Records contained in a dataset
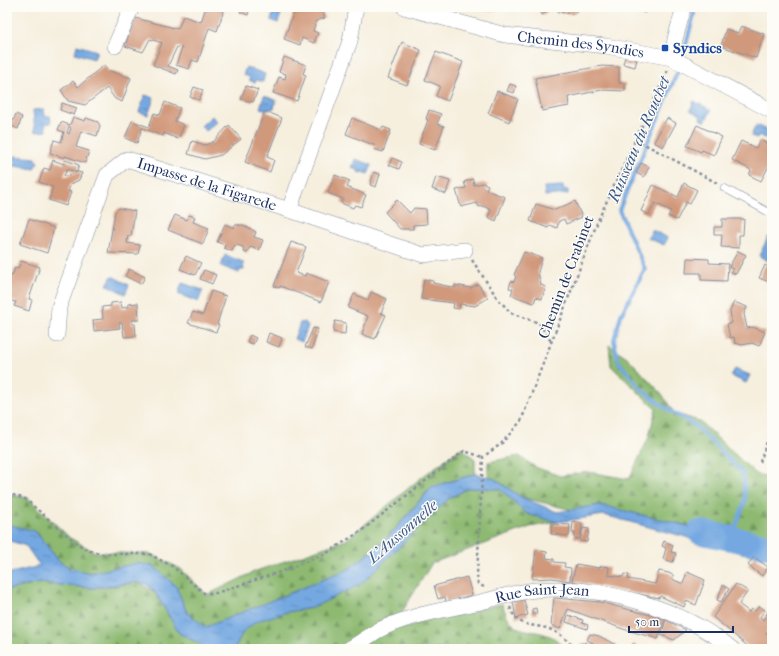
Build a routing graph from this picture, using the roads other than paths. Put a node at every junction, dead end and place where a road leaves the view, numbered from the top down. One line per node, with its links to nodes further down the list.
1 (132, 7): 5 (street)
2 (356, 7): 9 (street, Impasse de la Figarede)
3 (404, 7): 6 (street, Chemin des Syndics)
4 (684, 7): 6 (street)
5 (115, 46)
6 (678, 62): 7 (street, Chemin des Syndics)
7 (772, 111)
8 (724, 188): 10 (lane)
9 (289, 210): 11 (street, Impasse de la Figarede); 12 (street, Impasse de la Figarede)
10 (772, 214)
11 (465, 250)
12 (57, 335)
13 (349, 649): 14 (street, Rue Saint-Jean)
14 (732, 649)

YOUR ASSIGNMENT: Word for word, return all the entries and skip their pictures.

ANSWER SPACE:
Build a routing graph from this picture, using the roads other than paths. Put a node at every junction, dead end and place where a road leaves the view, numbered from the top down. One line per node, with its links to nodes further down the list.
1 (132, 7): 5 (street)
2 (356, 7): 9 (street, Impasse de la Figarede)
3 (404, 7): 6 (street, Chemin des Syndics)
4 (684, 7): 6 (street)
5 (115, 46)
6 (678, 62): 7 (street, Chemin des Syndics)
7 (772, 111)
8 (724, 188): 10 (lane)
9 (289, 210): 11 (street, Impasse de la Figarede); 12 (street, Impasse de la Figarede)
10 (772, 214)
11 (465, 250)
12 (57, 335)
13 (349, 649): 14 (street, Rue Saint-Jean)
14 (732, 649)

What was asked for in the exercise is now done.